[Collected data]
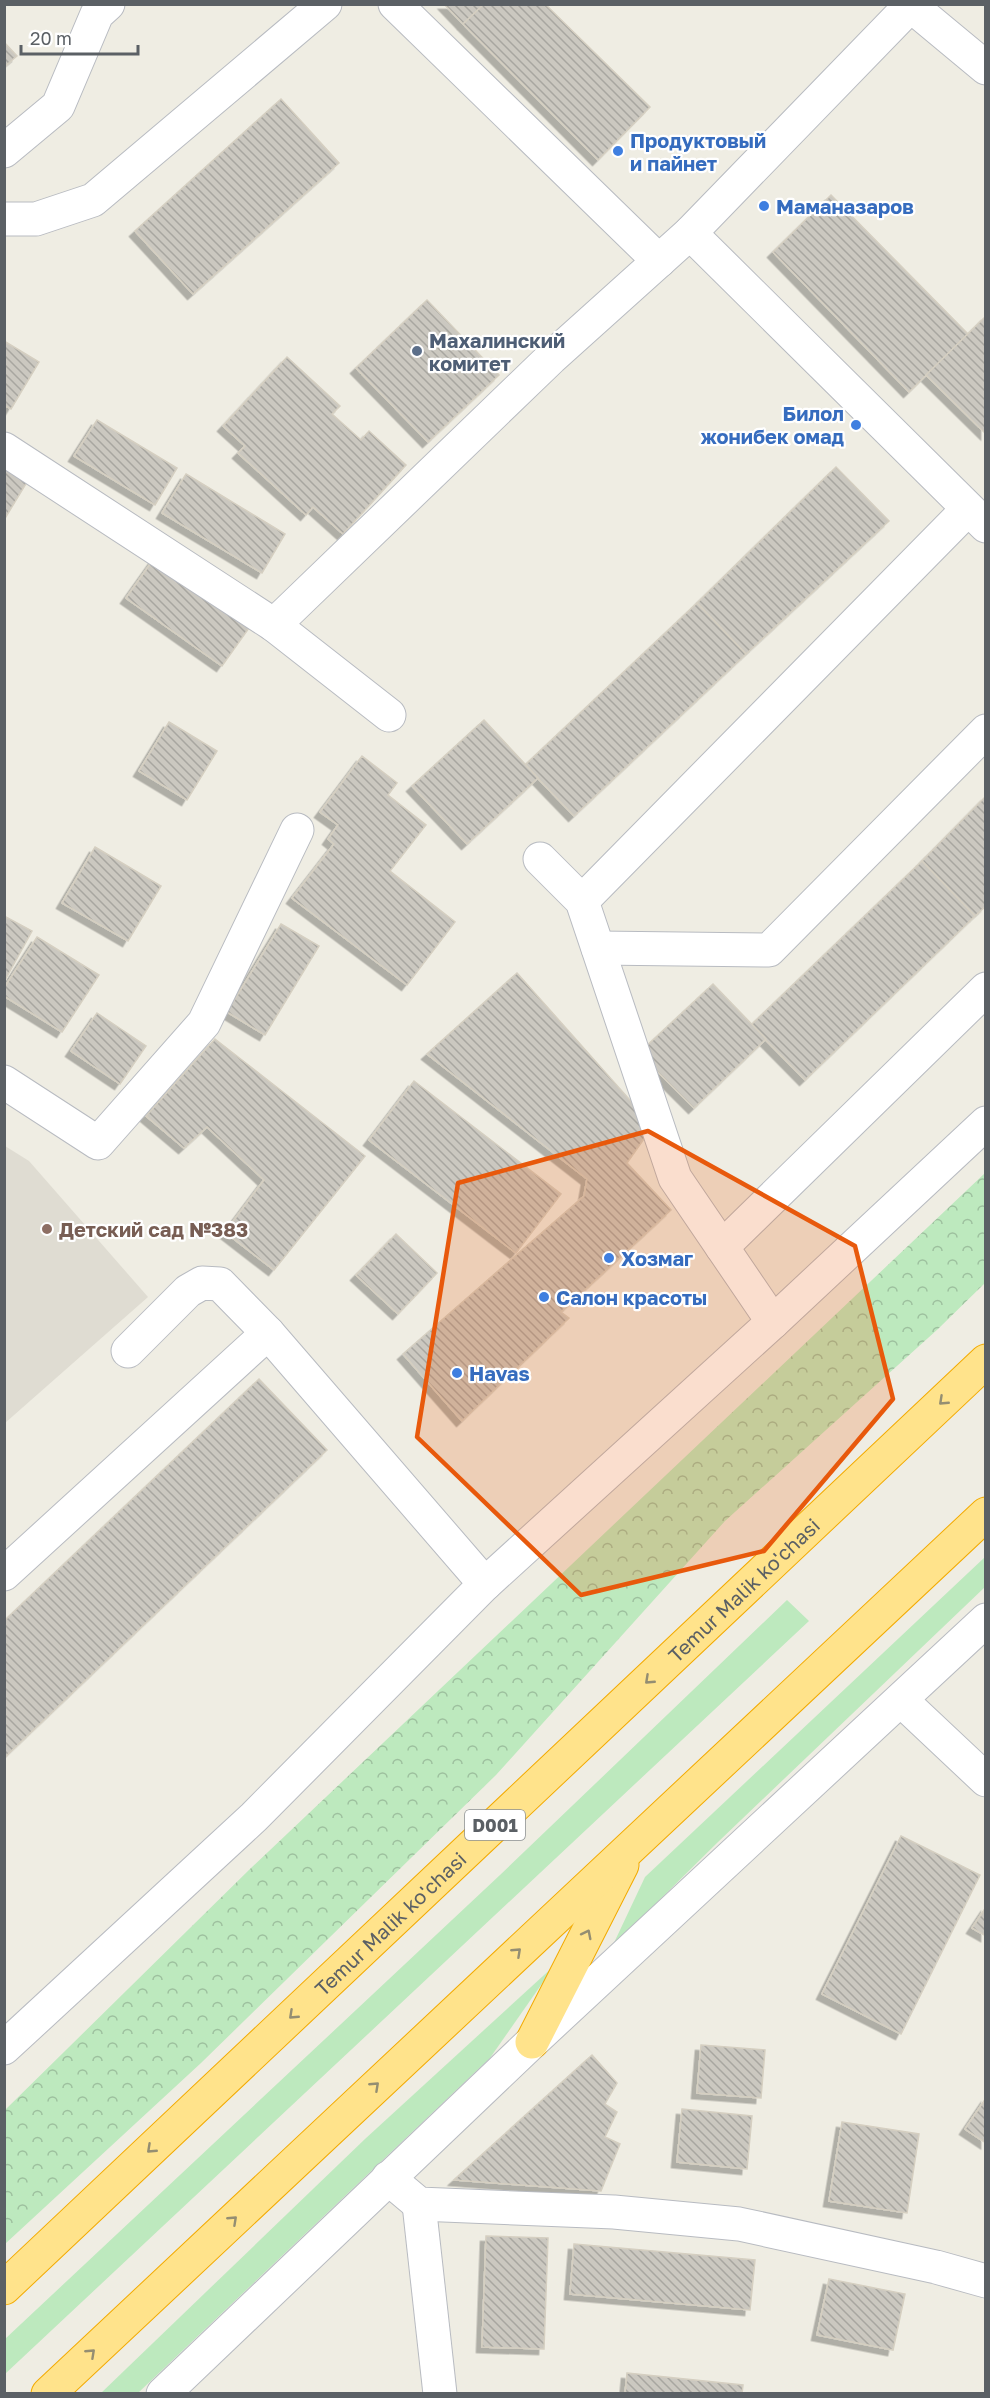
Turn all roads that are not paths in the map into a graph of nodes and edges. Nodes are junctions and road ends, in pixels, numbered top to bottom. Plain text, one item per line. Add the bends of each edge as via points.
1 (108, 4) edge
2 (325, 4) edge
3 (395, 4) edge
4 (911, 5) edge
5 (986, 68) edge
6 (4, 151) edge
7 (4, 219) edge
8 (690, 233) junction
9 (659, 261) junction
10 (4, 449) edge
11 (977, 517) edge
12 (274, 625) junction
13 (389, 715) dead end
14 (986, 731) edge
15 (297, 830) dead end
16 (540, 859) dead end
17 (582, 901) junction
18 (598, 948) junction
19 (986, 988) edge
20 (4, 1082) edge
21 (986, 1123) edge
22 (722, 1246) junction
23 (773, 1322) junction
24 (268, 1333) junction
25 (128, 1351) dead end
26 (986, 1361) edge
27 (986, 1514) edge
28 (4, 1574) edge
29 (485, 1584) junction
30 (986, 1620) edge
31 (901, 1700) junction
32 (986, 1780) edge
33 (633, 1843) junction
34 (532, 2042) junction
35 (4, 2048) edge
36 (388, 2178) junction
37 (419, 2204) junction
38 (986, 2281) edge
39 (4, 2288) edge
40 (48, 2394) edge
41 (164, 2394) edge
42 (440, 2394) edge

1 - 6 street via 97,14 58,106
2 - 7 street via 93,200 36,219
3 - 9 street
4 - 5 street
4 - 8 street
8 - 9 street
8 - 11 street
9 - 12 street via 551,358
10 - 12 street
11 - 17 street
12 - 13 street
14 - 18 street via 769,950
15 - 20 street via 204,1023 98,1143
16 - 17 street
17 - 18 street
18 - 22 street via 675,1178
19 - 22 street
21 - 23 street
22 - 23 street
23 - 29 street
24 - 25 street via 220,1284 202,1283 181,1298
24 - 28 street
24 - 29 street
26 -> 39 highway, Temur Malik ko'chasi / D001
27 - 33 highway
29 - 35 street via 254,1817
30 - 31 street
31 - 32 street
31 - 34 street
34 -> 33 highway
40 -> 33 highway
34 - 36 street
36 - 37 street
36 - 41 street
37 - 38 street via 614,2212 739,2224
37 - 42 street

> _Exercise_: The entries above are to be repeated in full, except for their pictures.

> _Solution for this problem_:
Turn all roads that are not paths in the map into a graph of nodes and edges. Nodes are junctions and road ends, in pixels, numbered top to bottom. Plain text, one item per line. Add the bends of each edge as via points.
1 (108, 4) edge
2 (325, 4) edge
3 (395, 4) edge
4 (911, 5) edge
5 (986, 68) edge
6 (4, 151) edge
7 (4, 219) edge
8 (690, 233) junction
9 (659, 261) junction
10 (4, 449) edge
11 (977, 517) edge
12 (274, 625) junction
13 (389, 715) dead end
14 (986, 731) edge
15 (297, 830) dead end
16 (540, 859) dead end
17 (582, 901) junction
18 (598, 948) junction
19 (986, 988) edge
20 (4, 1082) edge
21 (986, 1123) edge
22 (722, 1246) junction
23 (773, 1322) junction
24 (268, 1333) junction
25 (128, 1351) dead end
26 (986, 1361) edge
27 (986, 1514) edge
28 (4, 1574) edge
29 (485, 1584) junction
30 (986, 1620) edge
31 (901, 1700) junction
32 (986, 1780) edge
33 (633, 1843) junction
34 (532, 2042) junction
35 (4, 2048) edge
36 (388, 2178) junction
37 (419, 2204) junction
38 (986, 2281) edge
39 (4, 2288) edge
40 (48, 2394) edge
41 (164, 2394) edge
42 (440, 2394) edge

1 - 6 street via 97,14 58,106
2 - 7 street via 93,200 36,219
3 - 9 street
4 - 5 street
4 - 8 street
8 - 9 street
8 - 11 street
9 - 12 street via 551,358
10 - 12 street
11 - 17 street
12 - 13 street
14 - 18 street via 769,950
15 - 20 street via 204,1023 98,1143
16 - 17 street
17 - 18 street
18 - 22 street via 675,1178
19 - 22 street
21 - 23 street
22 - 23 street
23 - 29 street
24 - 25 street via 220,1284 202,1283 181,1298
24 - 28 street
24 - 29 street
26 -> 39 highway, Temur Malik ko'chasi / D001
27 - 33 highway
29 - 35 street via 254,1817
30 - 31 street
31 - 32 street
31 - 34 street
34 -> 33 highway
40 -> 33 highway
34 - 36 street
36 - 37 street
36 - 41 street
37 - 38 street via 614,2212 739,2224
37 - 42 street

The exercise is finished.